The Denali natural gas pipeline consortium said it has received "significant" bids from customers hoping to ship gas through its planned $35 billion pipeline from the Alaska North Slope to Alberta.
As expected, those bids came with unspecified conditions.
Denali Monday concluded its "open season," the highly formalized process during which prospective pipeline developers seek offers from shippers to buy space on the pipeline.
Last month in Juneau, Denali spokesman Dave MacDowell offered a hint at what those conditions may be: Favorable tax rates set by the Alaska Legislature when it meets next January.
Denali, owned by ConocoPhillips Co. and BP PLC, is the second pipeline consortium to conclude an open season. Earlier this summer a TransCanada Corp.-led project backed by the state of Alaska said it to had received significant, conditional bids for pipeline space.

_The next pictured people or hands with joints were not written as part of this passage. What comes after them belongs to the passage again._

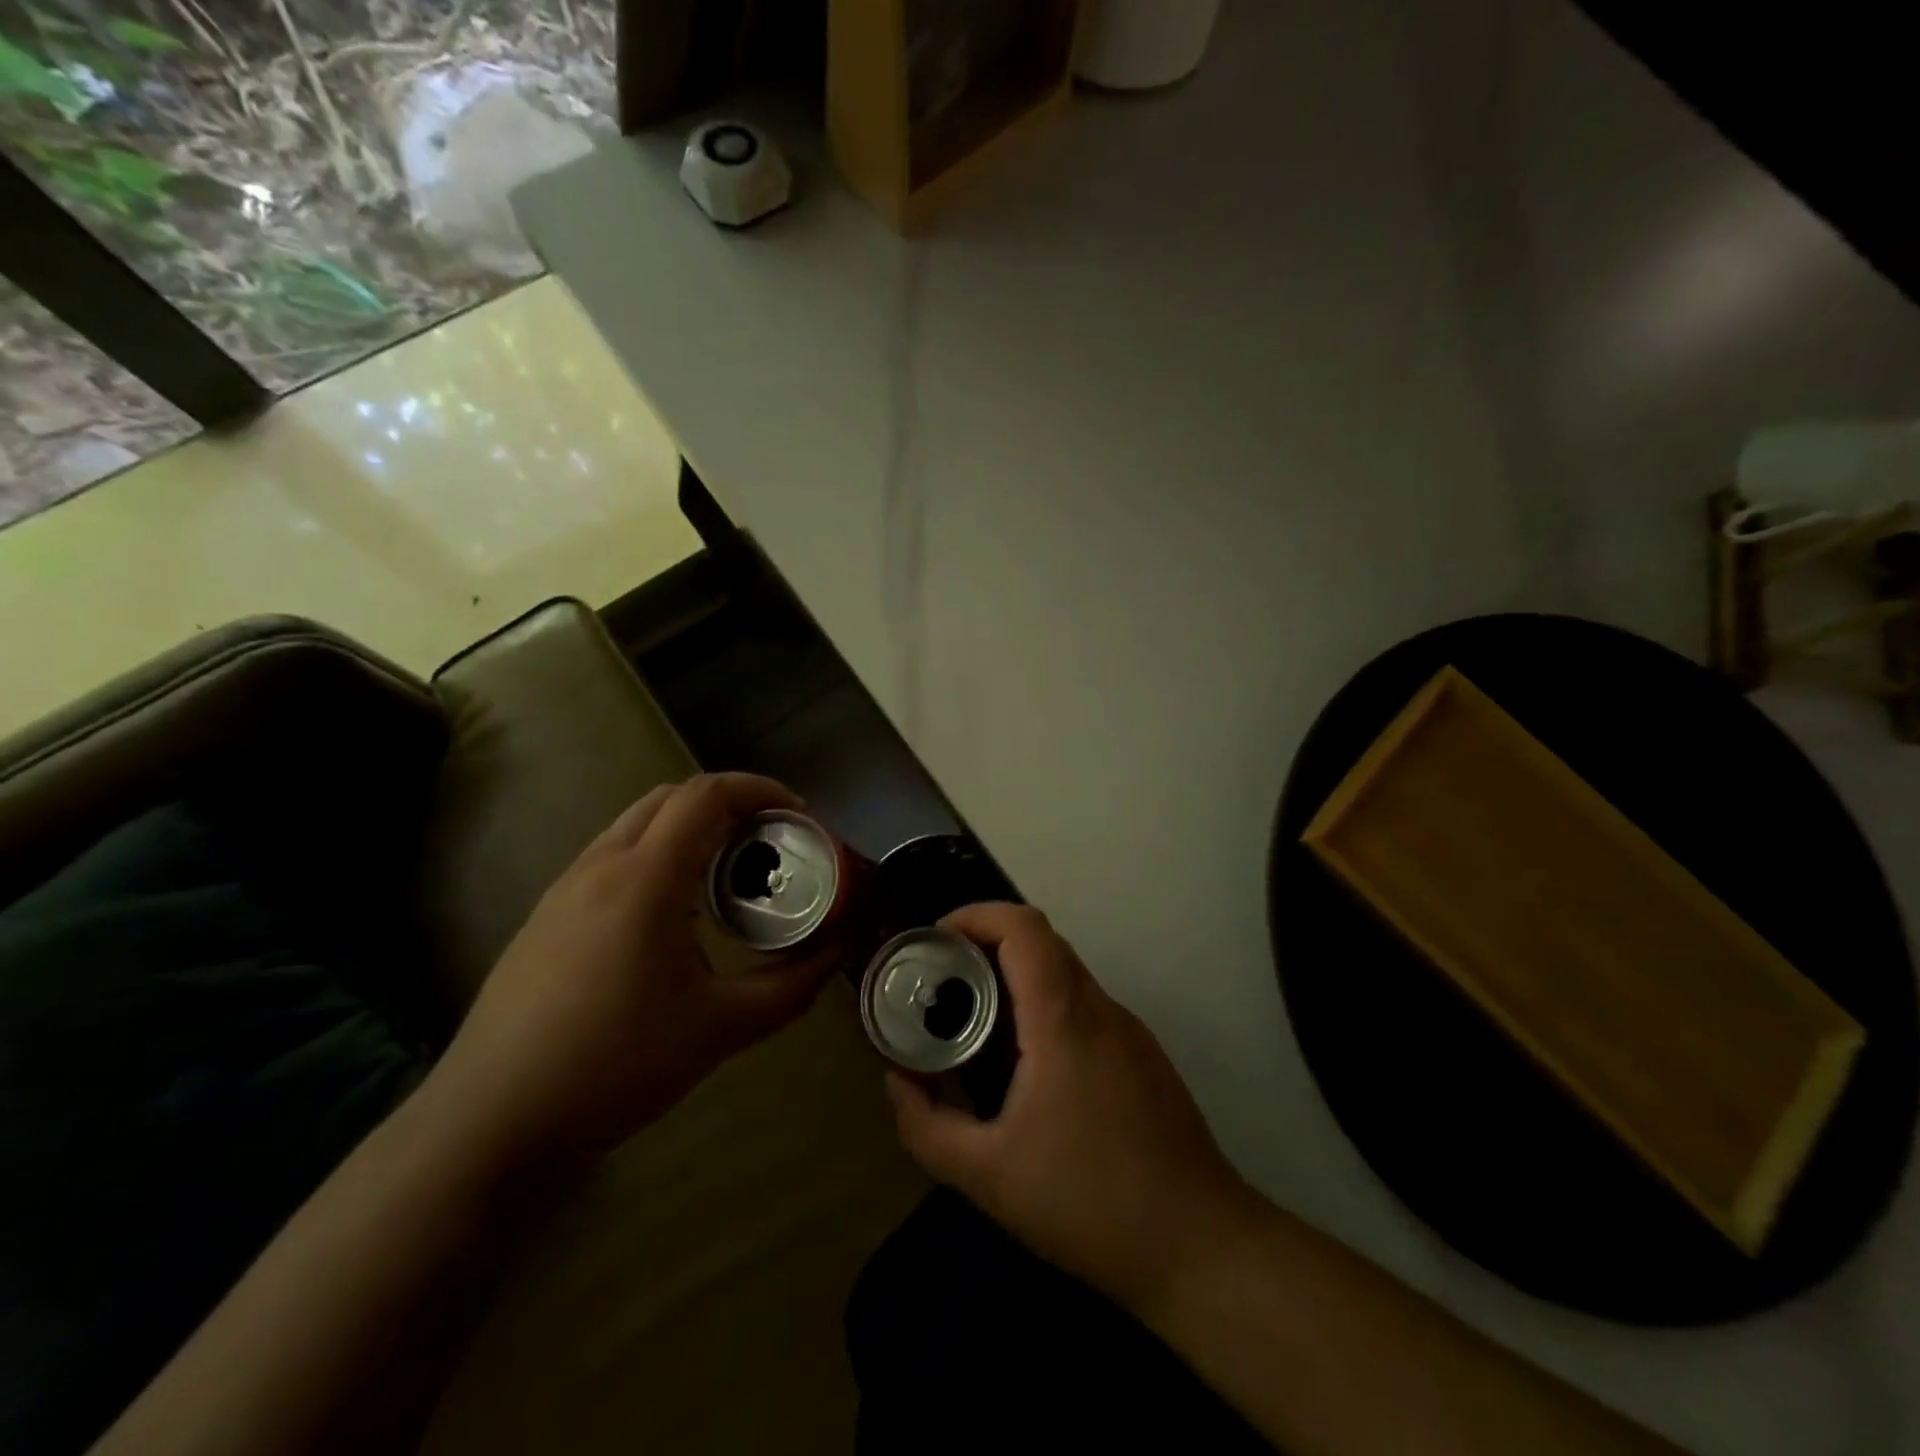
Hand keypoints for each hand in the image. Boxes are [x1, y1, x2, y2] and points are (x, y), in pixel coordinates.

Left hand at [425, 774, 838, 1167]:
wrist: (491, 1122)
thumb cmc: (615, 1065)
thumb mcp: (721, 1029)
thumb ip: (792, 986)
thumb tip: (838, 950)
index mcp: (646, 877)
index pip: (707, 795)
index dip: (760, 790)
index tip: (799, 816)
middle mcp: (601, 865)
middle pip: (673, 797)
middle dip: (730, 803)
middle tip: (771, 840)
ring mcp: (566, 887)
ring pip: (638, 823)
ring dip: (691, 827)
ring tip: (729, 871)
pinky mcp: (547, 915)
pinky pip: (614, 855)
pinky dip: (659, 853)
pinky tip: (675, 910)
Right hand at [885, 902, 1253, 1314]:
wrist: (1200, 1246)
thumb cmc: (1089, 1203)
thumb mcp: (987, 1176)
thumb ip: (927, 1126)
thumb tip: (898, 1081)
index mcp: (1063, 1019)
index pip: (1023, 927)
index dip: (976, 915)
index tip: (936, 938)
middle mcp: (1100, 1008)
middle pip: (1041, 942)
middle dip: (986, 944)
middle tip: (942, 980)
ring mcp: (1128, 1030)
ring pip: (1065, 973)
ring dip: (1016, 977)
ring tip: (974, 1020)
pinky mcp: (1142, 1055)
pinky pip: (1084, 1006)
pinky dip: (1044, 1006)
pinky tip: (1025, 1064)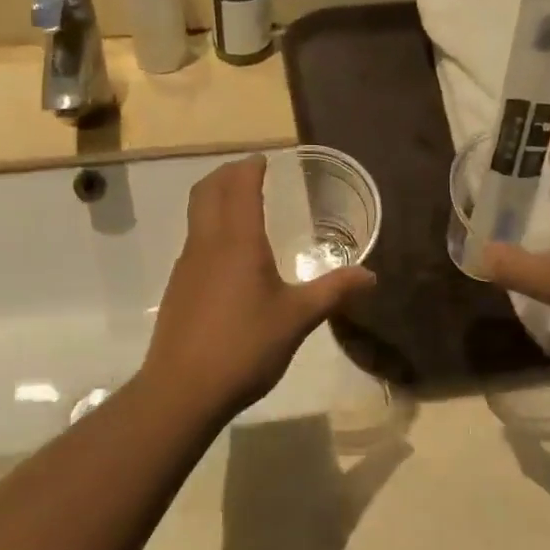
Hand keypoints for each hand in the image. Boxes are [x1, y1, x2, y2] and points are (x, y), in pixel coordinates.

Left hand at [139, 156, 374, 417]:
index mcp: (237, 240)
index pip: (238, 186)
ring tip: (241, 206)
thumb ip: (333, 292)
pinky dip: (209, 227)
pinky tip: (229, 257)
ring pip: (196, 214)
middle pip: (207, 191)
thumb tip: (371, 276)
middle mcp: (206, 243)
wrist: (182, 390)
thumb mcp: (297, 318)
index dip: (249, 167)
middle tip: (250, 172)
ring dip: (214, 198)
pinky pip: (193, 241)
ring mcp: (186, 265)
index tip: (264, 159)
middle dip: (227, 174)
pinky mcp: (178, 288)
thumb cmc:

That pipeline, being developed under the Alaska Gasline Inducement Act with a state subsidy and state conditions, would run to Alberta as does Denali's, but would also have a liquid natural gas export option through Valdez.
MacDowell said the open season bids are important to the project's success.
"Those commitments are important, because they indicate that the market supports what we are trying to do," he said.
Denali Monday emphasized the difference between Denali's project and the AGIA-backed pipeline being developed by TransCanada and partner ExxonMobil Corp.
"Denali is a market-based project, and the next steps will be determined by the commitments our customers are willing to make," said Bud Fackrell, Denali President, in a statement released after the conclusion of the open season.
Senate Energy Committee Co-chairman Bill Wielechowski, D-Anchorage, called the conclusion of two open seasons "the most tangible progress we've seen to date" on developing the state's huge but long-untapped North Slope natural gas reserves.
The two competing projects show that the state is on the way to hopefully getting a pipeline by 2020, he said.
"This is what we hoped for when we passed AGIA," he said.
Monday, Denali said that many of the conditions sought by prospective shippers were outside its control. That may include tax rates set by the state, including both rates and guarantees that they won't be changed.
Shippers need a "clear and predictable fiscal framework," MacDowell said.
For such a long term project, long term guarantees are necessary for shippers, he said.
What's important is "having the confidence that those rules will be in place for the project term," he said. "Right now, that's doesn't exist."
Also important, he said will be resolving issues surrounding Point Thomson, a North Slope gas field controlled by ExxonMobil, which has been a point of contention between the state and its owners for decades.
It holds volumes of gas crucial to a pipeline deal, but four years ago the state moved to take it back for failure of its leaseholders to develop it. A settlement is in the works.
Other issues Denali will examine, it said, are Lower 48 gas markets and the impact of new shale gas reserves on the profitability of a pipeline.